-- RECORDS PROVIDED follows --

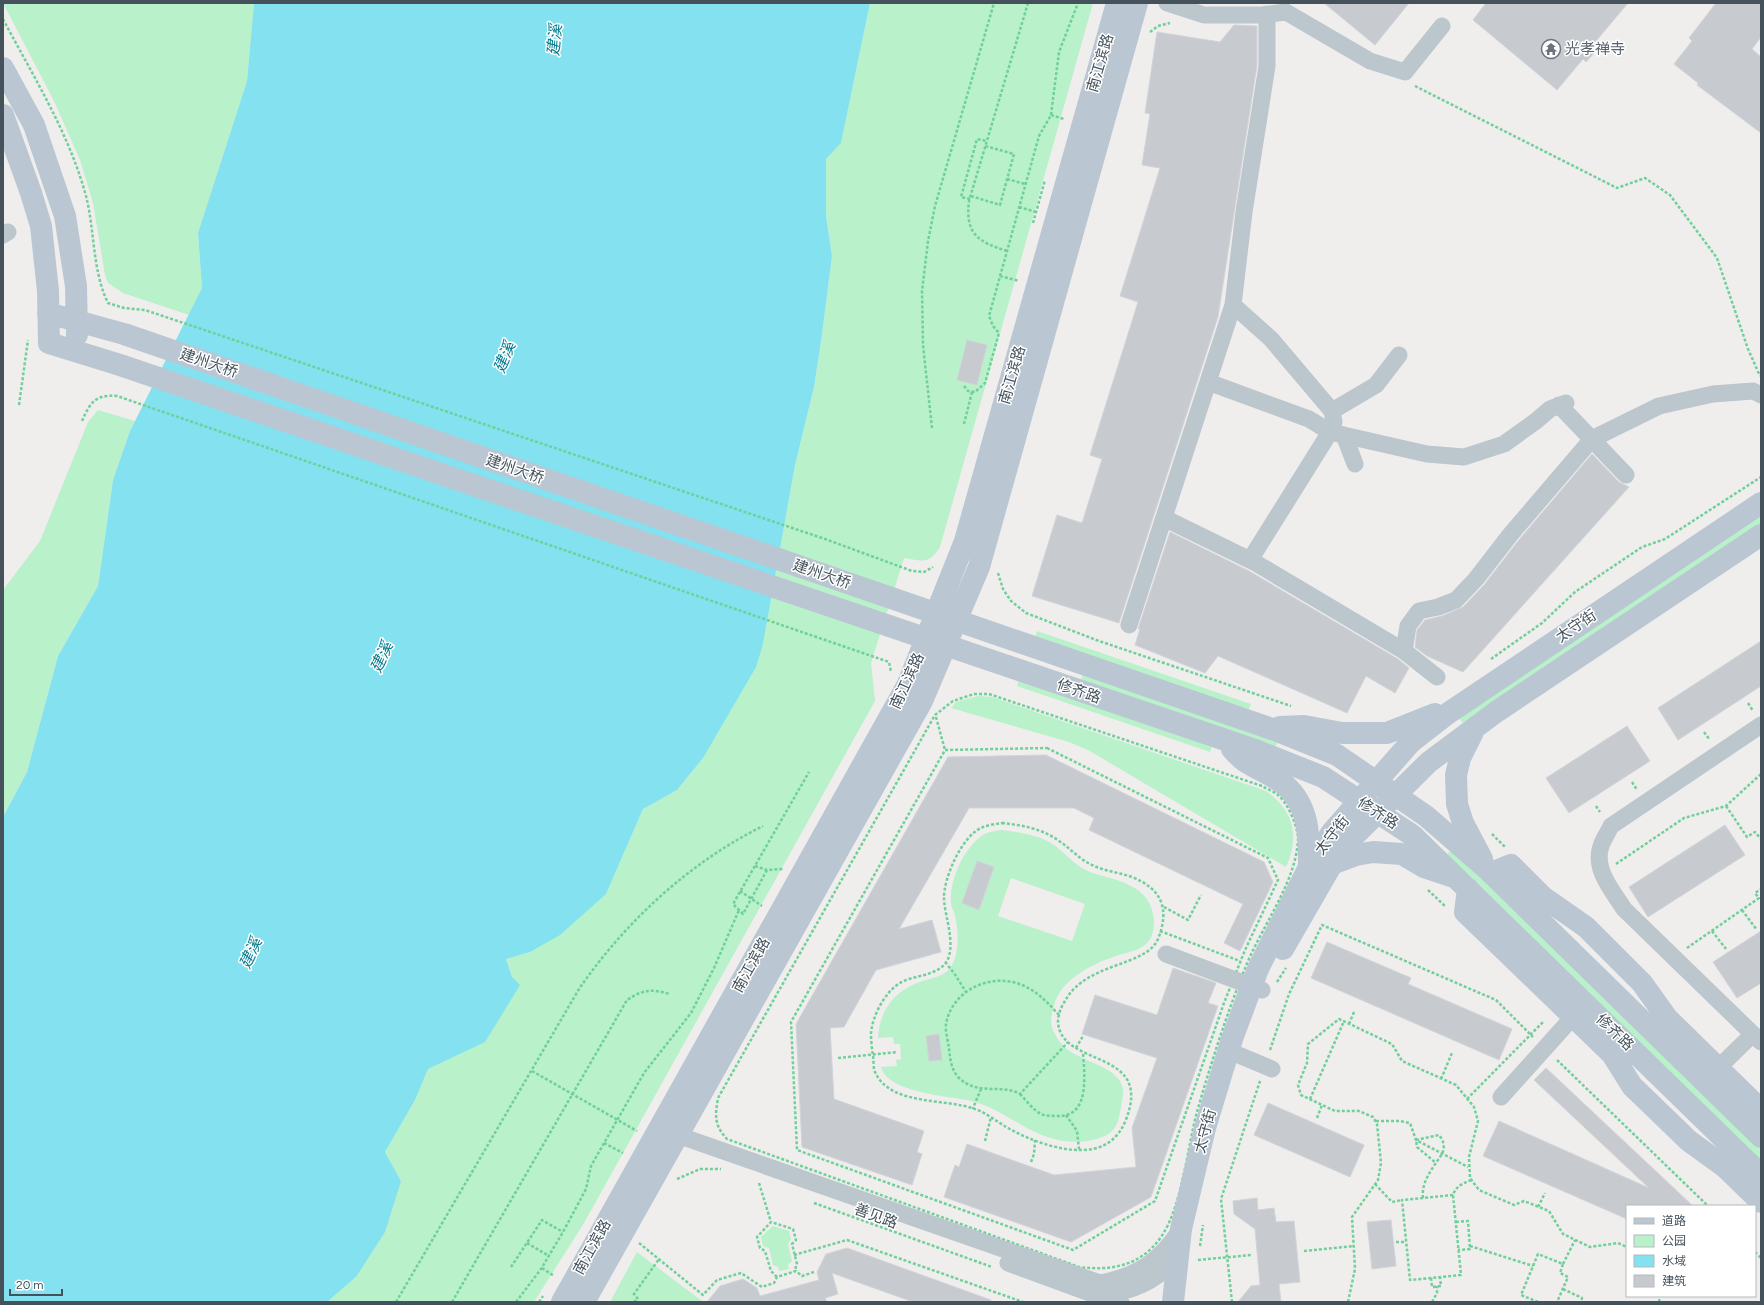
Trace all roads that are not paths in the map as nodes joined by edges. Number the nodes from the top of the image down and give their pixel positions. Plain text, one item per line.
1 (1117, 3) edge
2 (1137, 3) edge
3 (1167, 3) edge
4 (1267, 14) junction
5 (1442, 26) dead end
6 (3, 68) edge
7 (3, 115) edge
8 (1233, 305) junction
9 (48, 313) junction
10 (76, 321) junction
11 (77, 352) junction
12 (1399, 354) dead end
13 (1208, 382) junction
14 (1761, 395) edge
15 (1332, 411) junction
16 (1337, 434) junction
17 (1592, 439) junction
18 (1356, 464) dead end
19 (1626, 475) dead end
20 (1761, 503) edge
21 (1164, 518) junction
22 (1761, 535) edge
23 (1250, 560) junction
24 (895, 599) joint
25 (946, 617) junction
26 (1129, 625) dead end
27 (886, 626) joint
28 (936, 643) junction
29 (1404, 651) junction
30 (1437, 677) dead end
31 (1464, 702) junction
32 (1761, 725) edge
33 (1267, 727) junction
34 (1476, 727) junction
35 (1221, 739) junction
36 (1376, 782) junction
37 (1396, 795) junction
38 (1360, 801) junction
39 (1378, 812) junction
40 (1332, 864) junction
41 (1309, 867) junction
42 (1489, 871) junction
43 (1462, 883) junction
44 (1166, 954) dead end
45 (1253, 984) junction
46 (1579, 1010) junction
47 (1757, 1038) edge
48 (1233, 1053) junction
49 (1269, 1067) road end
50 (1718, 1068) junction
51 (1500, 1097) dead end
52 (1761, 1110) edge
53 (661, 1135) junction
54 (1761, 1137) edge
55 (1761, 1175) edge
56 (1761, 1202) edge
57 (1186, 1233) junction
58 (1188, 1258) junction
59 (1107, 1295) edge
60 (562, 1302) edge
61 (584, 1302) edge
62 (1173, 1302) edge
63 (1183, 1302) edge

1 - 25 main road, 南江滨路
2 - 25 main road, 南江滨路
3 - 4 street
4 - 5 street
4 - 8 street
6 - 10 main road
7 - 9 main road
8 - 13 street
8 - 15 street
9 - 10 main road, 建州大桥
9 - 11 main road, 建州大桥
10 - 11 main road
10 - 24 main road, 建州大桥
11 - 27 main road, 建州大桥
12 - 15 street
13 - 16 street
13 - 21 street
14 - 17 street
15 - 16 street
16 - 17 street
16 - 18 street
16 - 23 street
17 - 19 street
17 - 29 street
20 - 31 main road, 太守街
21 - 23 street
21 - 26 street
22 - 34 main road, 太守街
23 - 29 street
24 - 25 main road, 修齐路
25 - 28 main road, 南江滨路
25 - 33 main road, 修齐路
27 - 28 main road, 修齐路
28 - 35 main road, 修齐路
28 - 53 main road, 南江滨路
29 - 30 street
31 - 33 main road
31 - 36 main road, 太守街
32 - 47 street
33 - 36 main road, 修齐路
34 - 37 main road, 太守街
34 - 42 main road
35 - 38 main road, 修齐路
35 - 41 main road
36 - 37 main road, 修齐路
36 - 38 main road, 太守街
37 - 39 main road, 太守街
37 - 42 main road, 修齐路
38 - 39 main road, 修齐路
38 - 41 main road, 太守街
39 - 40 main road, 太守街
39 - 43 main road, 修齐路
40 - 43 main road
40 - 45 main road, 太守街
41 - 45 main road, 太守街
42 - 50 main road
42 - 54 main road, 修齐路
43 - 46 main road, 修齐路
44 - 45 street
45 - 48 main road, 太守街
46 - 51 street
46 - 55 main road, 修齐路
46 - 56 main road
47 - 50 street
48 - 49 street
48 - 57 main road, 太守街
50 - 52 main road
53 - 59 street, 善见路
53 - 60 main road, 南江滨路
53 - 61 main road, 南江滨路
57 - 58 main road, 太守街
57 - 59 street
57 - 63 main road, 太守街
58 - 59 street
58 - 62 main road, 太守街

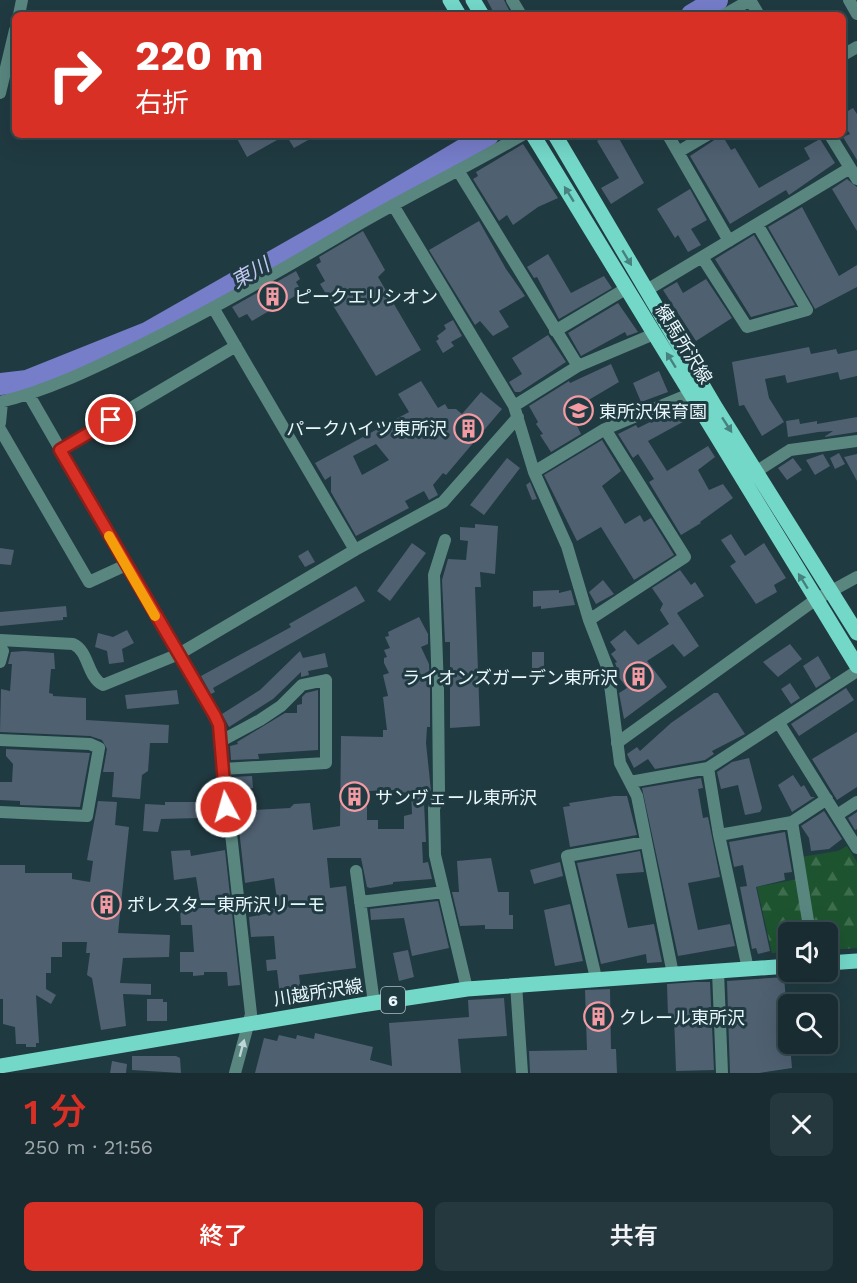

-- RECORDS PROVIDED concluded --

> [WHAT THIS TASK INVOLVES] Retype all of the data above word for word, excluding the pictures.

> [RESULT FOR THIS TASK]
Trace all roads that are not paths in the map as nodes joined by edges. Number the nodes from the top of the image down and give their pixel positions. Plain text, one item per line.
1 (1117, 3) edge
2 (1137, 3) edge
3 (1167, 3) edge
4 (1267, 14) junction
5 (1442, 26) dead end
6 (3, 68) edge
7 (3, 115) edge
8 (1233, 305) junction
9 (48, 313) junction
10 (76, 321) junction
11 (77, 352) junction
12 (1399, 354) dead end
13 (1208, 382) junction
14 (1761, 395) edge
15 (1332, 411) junction
16 (1337, 434) junction
17 (1592, 439) junction
18 (1356, 464) dead end
19 (1626, 475) dead end
20 (1761, 503) edge
21 (1164, 518) junction
22 (1761, 535) edge
23 (1250, 560) junction
24 (895, 599) joint
25 (946, 617) junction
26 (1129, 625) dead end
27 (886, 626) joint
28 (936, 643) junction
29 (1404, 651) junction
30 (1437, 677) dead end
31 (1464, 702) junction
32 (1761, 725) edge
33 (1267, 727) junction
34 (1476, 727) junction
35 (1221, 739) junction
36 (1376, 782) junction
37 (1396, 795) junction
38 (1360, 801) junction
39 (1378, 812) junction
40 (1332, 864) junction
41 (1309, 867) junction
42 (1489, 871) junction
43 (1462, 883) junction
44 (1166, 954) dead end
45 (1253, 984) junction
46 (1579, 1010) junction
47 (1757, 1038) edge
48 (1233, 1053) junction
49 (1269, 1067) road end
50 (1718, 1068) junction
51 (1500, 1097) dead end
52 (1761, 1110) edge
53 (661, 1135) junction
54 (1761, 1137) edge
55 (1761, 1175) edge
56 (1761, 1202) edge
57 (1186, 1233) junction
58 (1188, 1258) junction
59 (1107, 1295) edge
60 (562, 1302) edge
61 (584, 1302) edge
62 (1173, 1302) edge
63 (1183, 1302) edge

1 - 25 main road, 南江滨路
2 - 25 main road, 南江滨路
3 - 4 street
4 - 5 street
4 - 8 street
6 - 10 main road
7 - 9 main road
8 - 13 street
8 - 15 street
9 - 10 main road, 建州大桥
9 - 11 main road, 建州大桥
10 - 11 main road
10 - 24 main road, 建州大桥
11 - 27 main road, 建州大桥
12 - 15 street
13 - 16 street
13 - 21 street
14 - 17 street
15 - 16 street
16 - 17 street
16 - 18 street
16 - 23 street
17 - 19 street
17 - 29 street
20 - 31 main road, 太守街
21 - 23 street
21 - 26 street
22 - 34 main road, 太守街
23 - 29 street
24 - 25 main road, 修齐路
25 - 28 main road, 南江滨路
25 - 33 main road, 修齐路
27 - 28 main road, 修齐路
28 - 35 main road, 修齐路
28 - 53 main road, 南江滨路
29 - 30 street
31 - 33 main road
31 - 36 main road, 太守街
32 - 47 street
33 - 36 main road, 修齐路
34 - 37 main road, 太守街
34 - 42 main road
35 - 38 main road, 修齐路
35 - 41 main road
36 - 37 main road, 修齐路
36 - 38 main road, 太守街
37 - 39 main road, 太守街
37 - 42 main road, 修齐路
38 - 39 main road, 修齐路
38 - 41 main road, 太守街
39 - 40 main road, 太守街
39 - 43 main road, 修齐路
40 - 43 main road
40 - 45 main road, 太守街
41 - 45 main road, 太守街
42 - 50 main road
42 - 54 main road, 修齐路
43 - 46 main road, 修齐路
44 - 45 street
45 - 48 main road, 太守街
46 - 51 street
46 - 55 main road, 修齐路
46 - 56 main road
47 - 50 street
48 - 49 street
48 - 57 main road, 太守街
50 - 52 main road
53 - 59 street, 善见路
53 - 60 main road, 南江滨路
53 - 61 main road, 南江滨路
57 - 58 main road, 太守街
57 - 59 street
57 - 63 main road, 太守街
58 - 59 street
58 - 62 main road, 太守街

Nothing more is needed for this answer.